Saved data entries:
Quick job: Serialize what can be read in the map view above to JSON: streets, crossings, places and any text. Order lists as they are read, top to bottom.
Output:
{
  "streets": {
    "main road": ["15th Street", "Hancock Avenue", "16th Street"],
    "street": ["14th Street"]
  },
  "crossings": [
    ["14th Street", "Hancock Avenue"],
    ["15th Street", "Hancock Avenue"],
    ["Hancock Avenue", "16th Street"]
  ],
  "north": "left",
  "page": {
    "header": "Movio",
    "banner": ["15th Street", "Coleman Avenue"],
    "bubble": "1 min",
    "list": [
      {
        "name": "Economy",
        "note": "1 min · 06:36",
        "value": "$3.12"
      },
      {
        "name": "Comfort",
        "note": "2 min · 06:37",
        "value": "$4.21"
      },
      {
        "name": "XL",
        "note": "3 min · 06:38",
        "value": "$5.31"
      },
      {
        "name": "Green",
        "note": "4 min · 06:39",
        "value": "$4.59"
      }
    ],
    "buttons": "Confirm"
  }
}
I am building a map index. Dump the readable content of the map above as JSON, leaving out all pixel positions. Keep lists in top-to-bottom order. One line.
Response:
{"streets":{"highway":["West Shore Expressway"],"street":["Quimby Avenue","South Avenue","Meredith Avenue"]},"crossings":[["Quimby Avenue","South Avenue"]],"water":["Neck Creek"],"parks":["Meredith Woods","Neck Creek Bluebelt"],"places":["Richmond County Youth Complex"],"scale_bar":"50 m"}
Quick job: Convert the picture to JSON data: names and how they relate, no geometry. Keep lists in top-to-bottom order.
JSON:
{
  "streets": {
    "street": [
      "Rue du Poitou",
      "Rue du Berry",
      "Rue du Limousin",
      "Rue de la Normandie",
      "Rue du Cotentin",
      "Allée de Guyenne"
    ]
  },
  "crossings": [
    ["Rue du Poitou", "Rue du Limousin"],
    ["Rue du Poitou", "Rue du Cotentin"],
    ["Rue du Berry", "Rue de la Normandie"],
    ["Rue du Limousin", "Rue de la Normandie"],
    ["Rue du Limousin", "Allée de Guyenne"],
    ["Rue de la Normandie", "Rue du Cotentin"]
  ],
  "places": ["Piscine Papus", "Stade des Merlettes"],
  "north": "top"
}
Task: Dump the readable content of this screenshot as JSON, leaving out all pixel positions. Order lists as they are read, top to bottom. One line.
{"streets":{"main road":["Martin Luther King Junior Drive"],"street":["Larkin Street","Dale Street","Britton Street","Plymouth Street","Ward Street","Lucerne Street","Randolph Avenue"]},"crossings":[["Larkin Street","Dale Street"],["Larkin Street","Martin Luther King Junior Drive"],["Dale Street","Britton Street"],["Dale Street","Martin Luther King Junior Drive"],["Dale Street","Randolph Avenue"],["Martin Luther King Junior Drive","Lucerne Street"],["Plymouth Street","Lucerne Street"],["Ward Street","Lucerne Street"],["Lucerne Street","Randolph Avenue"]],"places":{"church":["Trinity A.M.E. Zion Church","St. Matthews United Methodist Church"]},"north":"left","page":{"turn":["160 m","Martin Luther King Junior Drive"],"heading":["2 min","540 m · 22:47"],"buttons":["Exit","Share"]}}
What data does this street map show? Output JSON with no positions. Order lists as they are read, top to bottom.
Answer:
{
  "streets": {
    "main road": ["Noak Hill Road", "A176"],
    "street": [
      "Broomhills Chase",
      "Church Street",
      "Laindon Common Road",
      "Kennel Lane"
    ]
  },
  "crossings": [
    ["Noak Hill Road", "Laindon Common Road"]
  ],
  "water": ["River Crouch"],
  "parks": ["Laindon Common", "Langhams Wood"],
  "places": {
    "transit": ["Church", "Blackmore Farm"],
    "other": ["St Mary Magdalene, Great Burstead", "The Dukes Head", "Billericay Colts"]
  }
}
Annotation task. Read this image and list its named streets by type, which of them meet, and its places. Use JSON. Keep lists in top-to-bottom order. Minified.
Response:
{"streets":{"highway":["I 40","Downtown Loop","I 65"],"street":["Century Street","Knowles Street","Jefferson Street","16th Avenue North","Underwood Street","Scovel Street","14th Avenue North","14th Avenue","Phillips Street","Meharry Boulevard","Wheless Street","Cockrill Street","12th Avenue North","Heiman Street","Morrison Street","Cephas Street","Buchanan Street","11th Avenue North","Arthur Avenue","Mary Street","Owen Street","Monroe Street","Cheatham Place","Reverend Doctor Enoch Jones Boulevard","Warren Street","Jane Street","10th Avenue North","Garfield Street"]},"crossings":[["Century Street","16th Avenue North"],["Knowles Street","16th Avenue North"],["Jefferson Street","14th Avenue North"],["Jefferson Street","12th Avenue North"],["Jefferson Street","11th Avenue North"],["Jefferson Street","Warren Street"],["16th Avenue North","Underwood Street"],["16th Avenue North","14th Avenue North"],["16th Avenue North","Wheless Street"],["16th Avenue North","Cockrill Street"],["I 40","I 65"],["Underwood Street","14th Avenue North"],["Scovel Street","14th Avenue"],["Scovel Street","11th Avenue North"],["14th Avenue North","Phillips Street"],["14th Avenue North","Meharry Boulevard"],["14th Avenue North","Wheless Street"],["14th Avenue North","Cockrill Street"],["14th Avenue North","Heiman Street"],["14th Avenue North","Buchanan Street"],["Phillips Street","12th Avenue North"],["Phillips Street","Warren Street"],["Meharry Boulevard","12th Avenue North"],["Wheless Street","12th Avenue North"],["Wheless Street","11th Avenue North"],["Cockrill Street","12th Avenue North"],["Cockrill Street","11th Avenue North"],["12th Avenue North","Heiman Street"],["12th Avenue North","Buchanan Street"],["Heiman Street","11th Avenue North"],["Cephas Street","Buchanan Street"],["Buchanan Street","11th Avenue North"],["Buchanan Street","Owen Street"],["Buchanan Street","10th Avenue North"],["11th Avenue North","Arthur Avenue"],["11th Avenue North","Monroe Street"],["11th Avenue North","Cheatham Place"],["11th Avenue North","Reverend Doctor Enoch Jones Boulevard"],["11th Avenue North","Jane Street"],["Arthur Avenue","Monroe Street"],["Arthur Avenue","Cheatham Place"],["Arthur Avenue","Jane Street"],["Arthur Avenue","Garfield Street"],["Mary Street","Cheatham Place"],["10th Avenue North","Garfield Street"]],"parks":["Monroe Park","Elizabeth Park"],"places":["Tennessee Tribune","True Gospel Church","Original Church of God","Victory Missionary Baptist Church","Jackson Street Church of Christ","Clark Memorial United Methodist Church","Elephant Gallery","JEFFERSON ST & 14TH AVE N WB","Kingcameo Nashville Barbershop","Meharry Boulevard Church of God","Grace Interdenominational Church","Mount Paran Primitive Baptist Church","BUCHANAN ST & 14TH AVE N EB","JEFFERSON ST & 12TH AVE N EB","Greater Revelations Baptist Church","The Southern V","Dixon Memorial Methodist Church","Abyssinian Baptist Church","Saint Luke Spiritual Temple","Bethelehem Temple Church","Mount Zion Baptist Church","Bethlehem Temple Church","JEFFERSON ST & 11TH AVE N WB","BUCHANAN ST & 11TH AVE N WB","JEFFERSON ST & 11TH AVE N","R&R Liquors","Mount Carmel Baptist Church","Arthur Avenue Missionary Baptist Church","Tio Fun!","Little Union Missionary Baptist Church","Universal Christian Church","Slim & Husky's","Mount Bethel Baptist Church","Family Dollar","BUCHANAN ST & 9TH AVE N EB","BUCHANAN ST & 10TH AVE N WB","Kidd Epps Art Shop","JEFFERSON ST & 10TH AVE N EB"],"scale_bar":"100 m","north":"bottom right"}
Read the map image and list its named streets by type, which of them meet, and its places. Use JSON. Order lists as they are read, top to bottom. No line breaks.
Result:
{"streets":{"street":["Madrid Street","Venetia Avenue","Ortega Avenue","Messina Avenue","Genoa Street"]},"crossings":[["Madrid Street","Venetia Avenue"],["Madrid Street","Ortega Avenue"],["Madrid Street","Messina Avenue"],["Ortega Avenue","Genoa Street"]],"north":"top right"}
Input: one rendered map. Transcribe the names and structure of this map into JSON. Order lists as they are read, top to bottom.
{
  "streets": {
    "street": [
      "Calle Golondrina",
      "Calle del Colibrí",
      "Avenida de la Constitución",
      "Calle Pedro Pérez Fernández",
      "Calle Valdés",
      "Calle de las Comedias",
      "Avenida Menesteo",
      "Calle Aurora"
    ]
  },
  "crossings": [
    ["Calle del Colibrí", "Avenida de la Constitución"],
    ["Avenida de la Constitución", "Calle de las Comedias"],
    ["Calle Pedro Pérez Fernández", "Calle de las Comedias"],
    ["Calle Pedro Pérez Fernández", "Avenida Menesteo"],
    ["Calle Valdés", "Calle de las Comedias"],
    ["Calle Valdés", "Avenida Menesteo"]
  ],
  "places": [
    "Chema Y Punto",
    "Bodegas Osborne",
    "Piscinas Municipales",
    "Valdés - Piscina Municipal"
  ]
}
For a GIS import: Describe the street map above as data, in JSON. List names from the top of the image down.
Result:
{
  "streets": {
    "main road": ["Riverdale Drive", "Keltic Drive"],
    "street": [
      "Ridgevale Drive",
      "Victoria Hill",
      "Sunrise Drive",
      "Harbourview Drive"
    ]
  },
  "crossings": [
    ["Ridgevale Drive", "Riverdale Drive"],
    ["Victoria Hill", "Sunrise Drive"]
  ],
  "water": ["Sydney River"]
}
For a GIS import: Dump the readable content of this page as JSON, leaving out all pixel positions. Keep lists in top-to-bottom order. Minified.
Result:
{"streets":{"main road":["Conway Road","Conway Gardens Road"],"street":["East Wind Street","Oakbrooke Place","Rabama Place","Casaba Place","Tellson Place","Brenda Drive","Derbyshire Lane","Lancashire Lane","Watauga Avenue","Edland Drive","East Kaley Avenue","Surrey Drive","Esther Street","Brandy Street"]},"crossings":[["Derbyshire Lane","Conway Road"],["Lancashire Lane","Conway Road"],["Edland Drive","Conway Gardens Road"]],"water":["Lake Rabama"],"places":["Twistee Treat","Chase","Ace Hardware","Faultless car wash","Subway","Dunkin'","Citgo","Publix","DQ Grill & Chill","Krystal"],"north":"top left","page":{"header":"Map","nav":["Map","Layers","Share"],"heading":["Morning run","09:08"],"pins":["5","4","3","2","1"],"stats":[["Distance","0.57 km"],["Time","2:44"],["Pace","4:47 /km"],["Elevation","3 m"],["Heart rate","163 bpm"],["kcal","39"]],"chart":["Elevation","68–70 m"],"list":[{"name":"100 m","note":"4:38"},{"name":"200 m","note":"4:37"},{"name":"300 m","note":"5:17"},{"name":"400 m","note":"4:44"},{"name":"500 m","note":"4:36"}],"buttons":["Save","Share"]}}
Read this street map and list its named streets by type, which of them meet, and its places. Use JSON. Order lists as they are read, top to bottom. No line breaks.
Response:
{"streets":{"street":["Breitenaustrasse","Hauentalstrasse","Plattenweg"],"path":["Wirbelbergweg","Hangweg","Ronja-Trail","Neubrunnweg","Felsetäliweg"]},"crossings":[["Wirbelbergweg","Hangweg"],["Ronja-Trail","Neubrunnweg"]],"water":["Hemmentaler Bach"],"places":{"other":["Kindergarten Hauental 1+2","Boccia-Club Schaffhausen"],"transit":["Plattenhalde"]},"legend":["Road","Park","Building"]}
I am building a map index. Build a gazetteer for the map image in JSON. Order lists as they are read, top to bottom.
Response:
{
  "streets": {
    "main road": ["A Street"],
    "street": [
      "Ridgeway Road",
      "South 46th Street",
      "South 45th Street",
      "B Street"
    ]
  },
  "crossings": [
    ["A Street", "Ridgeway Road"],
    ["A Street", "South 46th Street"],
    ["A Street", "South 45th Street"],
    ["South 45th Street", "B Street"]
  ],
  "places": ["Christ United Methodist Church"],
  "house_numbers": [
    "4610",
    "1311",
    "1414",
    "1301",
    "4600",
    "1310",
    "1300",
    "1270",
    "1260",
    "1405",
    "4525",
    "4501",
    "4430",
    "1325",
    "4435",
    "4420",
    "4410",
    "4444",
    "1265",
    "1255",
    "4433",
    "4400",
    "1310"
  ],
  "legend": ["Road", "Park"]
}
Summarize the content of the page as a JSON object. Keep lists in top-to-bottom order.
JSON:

TASK DETAILS: Your answer should consist of copies of the lines above that include the string "index".

RESULT:
I am building a map index. Dump the readable content of the map above as JSON, leaving out all pixel positions. Keep lists in top-to-bottom order. One line.
I am building a map index. Build a gazetteer for the map image in JSON. Order lists as they are read, top to bottom.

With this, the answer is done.